## Problem to work on
Return every entry exactly. Leave nothing out.

## Input data
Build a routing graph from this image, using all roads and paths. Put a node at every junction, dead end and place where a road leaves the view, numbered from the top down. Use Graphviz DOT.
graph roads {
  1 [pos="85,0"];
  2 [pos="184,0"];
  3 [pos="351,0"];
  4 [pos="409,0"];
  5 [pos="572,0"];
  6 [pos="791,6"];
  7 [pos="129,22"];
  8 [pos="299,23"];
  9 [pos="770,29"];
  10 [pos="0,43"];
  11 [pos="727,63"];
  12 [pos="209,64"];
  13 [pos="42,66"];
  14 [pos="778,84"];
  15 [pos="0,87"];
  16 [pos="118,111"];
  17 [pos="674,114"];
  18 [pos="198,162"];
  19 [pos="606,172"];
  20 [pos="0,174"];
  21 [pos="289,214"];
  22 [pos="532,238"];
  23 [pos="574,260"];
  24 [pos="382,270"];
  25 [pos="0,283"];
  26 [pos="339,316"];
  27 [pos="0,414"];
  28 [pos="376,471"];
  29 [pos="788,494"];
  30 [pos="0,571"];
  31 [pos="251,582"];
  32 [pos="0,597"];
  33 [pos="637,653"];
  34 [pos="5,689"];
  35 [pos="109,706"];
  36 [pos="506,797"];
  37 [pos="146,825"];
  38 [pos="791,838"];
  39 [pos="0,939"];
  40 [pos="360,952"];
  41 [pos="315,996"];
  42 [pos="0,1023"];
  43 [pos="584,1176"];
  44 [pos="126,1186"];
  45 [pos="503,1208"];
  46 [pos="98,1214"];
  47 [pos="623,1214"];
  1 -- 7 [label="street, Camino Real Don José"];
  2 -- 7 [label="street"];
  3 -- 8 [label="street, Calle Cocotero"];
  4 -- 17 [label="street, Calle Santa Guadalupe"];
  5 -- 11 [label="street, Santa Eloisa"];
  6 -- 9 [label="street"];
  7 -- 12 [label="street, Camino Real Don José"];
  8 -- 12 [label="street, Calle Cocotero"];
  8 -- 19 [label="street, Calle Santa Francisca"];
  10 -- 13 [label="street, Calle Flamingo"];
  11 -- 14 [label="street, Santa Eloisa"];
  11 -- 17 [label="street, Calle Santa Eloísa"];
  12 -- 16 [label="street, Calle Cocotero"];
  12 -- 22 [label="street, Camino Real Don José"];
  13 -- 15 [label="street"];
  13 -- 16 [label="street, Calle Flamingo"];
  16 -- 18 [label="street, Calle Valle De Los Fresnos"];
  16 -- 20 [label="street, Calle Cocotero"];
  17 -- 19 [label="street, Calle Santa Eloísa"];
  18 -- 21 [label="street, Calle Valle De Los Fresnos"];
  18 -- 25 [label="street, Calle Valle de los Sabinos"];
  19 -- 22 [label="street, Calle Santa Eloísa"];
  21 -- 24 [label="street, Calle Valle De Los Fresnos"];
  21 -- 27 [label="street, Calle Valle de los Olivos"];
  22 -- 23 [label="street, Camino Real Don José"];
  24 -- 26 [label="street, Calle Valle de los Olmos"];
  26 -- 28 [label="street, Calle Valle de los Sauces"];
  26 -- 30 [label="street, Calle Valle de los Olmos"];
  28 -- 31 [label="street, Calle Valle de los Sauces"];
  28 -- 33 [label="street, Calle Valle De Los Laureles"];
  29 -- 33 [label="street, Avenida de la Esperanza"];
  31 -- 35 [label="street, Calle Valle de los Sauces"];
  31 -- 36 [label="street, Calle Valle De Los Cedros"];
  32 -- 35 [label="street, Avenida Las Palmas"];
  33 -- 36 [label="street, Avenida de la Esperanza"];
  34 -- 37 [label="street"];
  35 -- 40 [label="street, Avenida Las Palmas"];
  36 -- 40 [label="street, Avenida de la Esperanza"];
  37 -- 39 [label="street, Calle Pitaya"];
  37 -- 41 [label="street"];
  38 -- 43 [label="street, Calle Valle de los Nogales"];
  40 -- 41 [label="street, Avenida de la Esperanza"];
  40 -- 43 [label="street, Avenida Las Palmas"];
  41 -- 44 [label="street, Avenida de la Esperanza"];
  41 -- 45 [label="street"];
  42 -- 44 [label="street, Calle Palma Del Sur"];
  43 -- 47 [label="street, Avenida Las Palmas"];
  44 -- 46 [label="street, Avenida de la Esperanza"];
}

## Task result
Build a routing graph from this image, using all roads and paths. Put a node at every junction, dead end and place where a road leaves the view, numbered from the top down. Use Graphviz DOT.
graph roads {
  1 [pos="85,0"];
  2 [pos="184,0"];
  3 [pos="351,0"];
  4 [pos="409,0"];
  5 [pos="572,0"];
  6 [pos="791,6"];
  7 [pos="129,22"];
  8 [pos="299,23"];
  9 [pos="770,29"];
  10 [pos="0,43"];
  11 [pos="727,63"];
  12 [pos="209,64"];
  13 [pos="42,66"];
  14 [pos="778,84"];
  15 [pos="0,87"];
  16 [pos="118,111"];
  17 [pos="674,114"];
  18 [pos="198,162"];
  19 [pos="606,172"];
  20 [pos="0,174"];
  21 [pos="289,214"];
  22 [pos="532,238"];
  23 [pos="574,260"];
  24 [pos="382,270"];
  25 [pos="0,283"];
  26 [pos="339,316"];
  27 [pos="0,414"];
  28 [pos="376,471"];
  29 [pos="788,494"];
  30 [pos="0,571"];
  31 [pos="251,582"];
  32 [pos="0,597"];
  33 [pos="637,653"];
  34 [pos="5,689"];
  35 [pos="109,706"];
  36 [pos="506,797"];
  37 [pos="146,825"];
  38 [pos="791,838"];
  39 [pos="0,939"];
  40 [pos="360,952"];
  41 [pos="315,996"];
  42 [pos="0,1023"];
  43 [pos="584,1176"];
  44 [pos="126,1186"];
  45 [pos="503,1208"];
  46 [pos="98,1214"];
  47 [pos="623,1214"];
  1 -- 7 [label="street, Camino Real Don José"];
  2 -- 7 [label="street"];
  3 -- 8 [label="street, Calle Cocotero"];
  4 -- 17 [label="street, Calle Santa Guadalupe"];
  5 -- 11 [label="street, Santa Eloisa"];
  6 -- 9 [label="street"];
  7 -- 12 [label="street, Camino Real Don José"];
  8 -- 12 [label="street, Calle Cocotero"];
  8 -- 19 [label="street, Calle Santa Francisca"];
  10 -- 13 [label="street, Calle Flamingo"];
  11 -- 14 [label="street, Santa Eloisa"];
  11 -- 17 [label="street, Calle Santa Eloísa"];
  12 -- 16 [label="street, Calle Cocotero"];
  12 -- 22 [label="street, Camino Real Don José"];
  13 -- 15 [label="street"];
  13 -- 16 [label="street, Calle Flamingo"];
  16 -- 18 [label="street, Calle Valle De Los Fresnos"];
  16 -- 20 [label="street, Calle Cocotero"];
  17 -- 19 [label="street, Calle Santa Eloísa"];
  18 -- 21 [label="street, Calle Valle De Los Fresnos"];
  18 -- 25 [label="street, Calle Valle de los Sabinos"];
  19 -- 22 [label="street, Calle Santa Eloísa"];
  21 -- 24 [label="street, Calle Valle De Los Fresnos"];
  21 -- 27 [label="street, Calle Valle de los Olivos"];
  22 -- 23 [label="street, Camino Real Don José"];
  24 -- 26 [label="street, Calle Valle de los Olmos"];
  26 -- 28 [label="street, Calle Valle de los Sauces"];
  26 -- 30 [label="street, Calle Valle de los Olmos"];
  28 -- 31 [label="street, Calle Valle de los Sauces"];
  28 -- 33 [label="street, Calle Valle De Los Laureles"];
  29 -- 33 [label="street, Avenida de la Esperanza"];
  31 -- 35 [label="street, Calle Valle de los Sauces"];
  31 -- 36 [label="street, Calle Valle De Los Cedros"];
  32 -- 35 [label="street, Avenida Las Palmas"];
  33 -- 36 [label="street, Avenida de la Esperanza"];
  34 -- 37 [label="street"];
  35 -- 40 [label="street, Avenida Las Palmas"];
  36 -- 40 [label="street, Avenida de la Esperanza"];
  37 -- 39 [label="street, Calle Pitaya"];
  37 -- 41 [label="street"];
  38 -- 43 [label="street, Calle Valle de los Nogales"];
  40 -- 41 [label="street, Avenida de la Esperanza"];
  40 -- 43 [label="street, Avenida Las Palmas"];
  41 -- 44 [label="street, Avenida de la Esperanza"];
  41 -- 45 [label="street"];
  42 -- 44 [label="street, Calle Palma Del Sur"];
  43 -- 47 [label="street, Avenida Las Palmas"];
  44 -- 46 [label="street, Avenida de la Esperanza"];
}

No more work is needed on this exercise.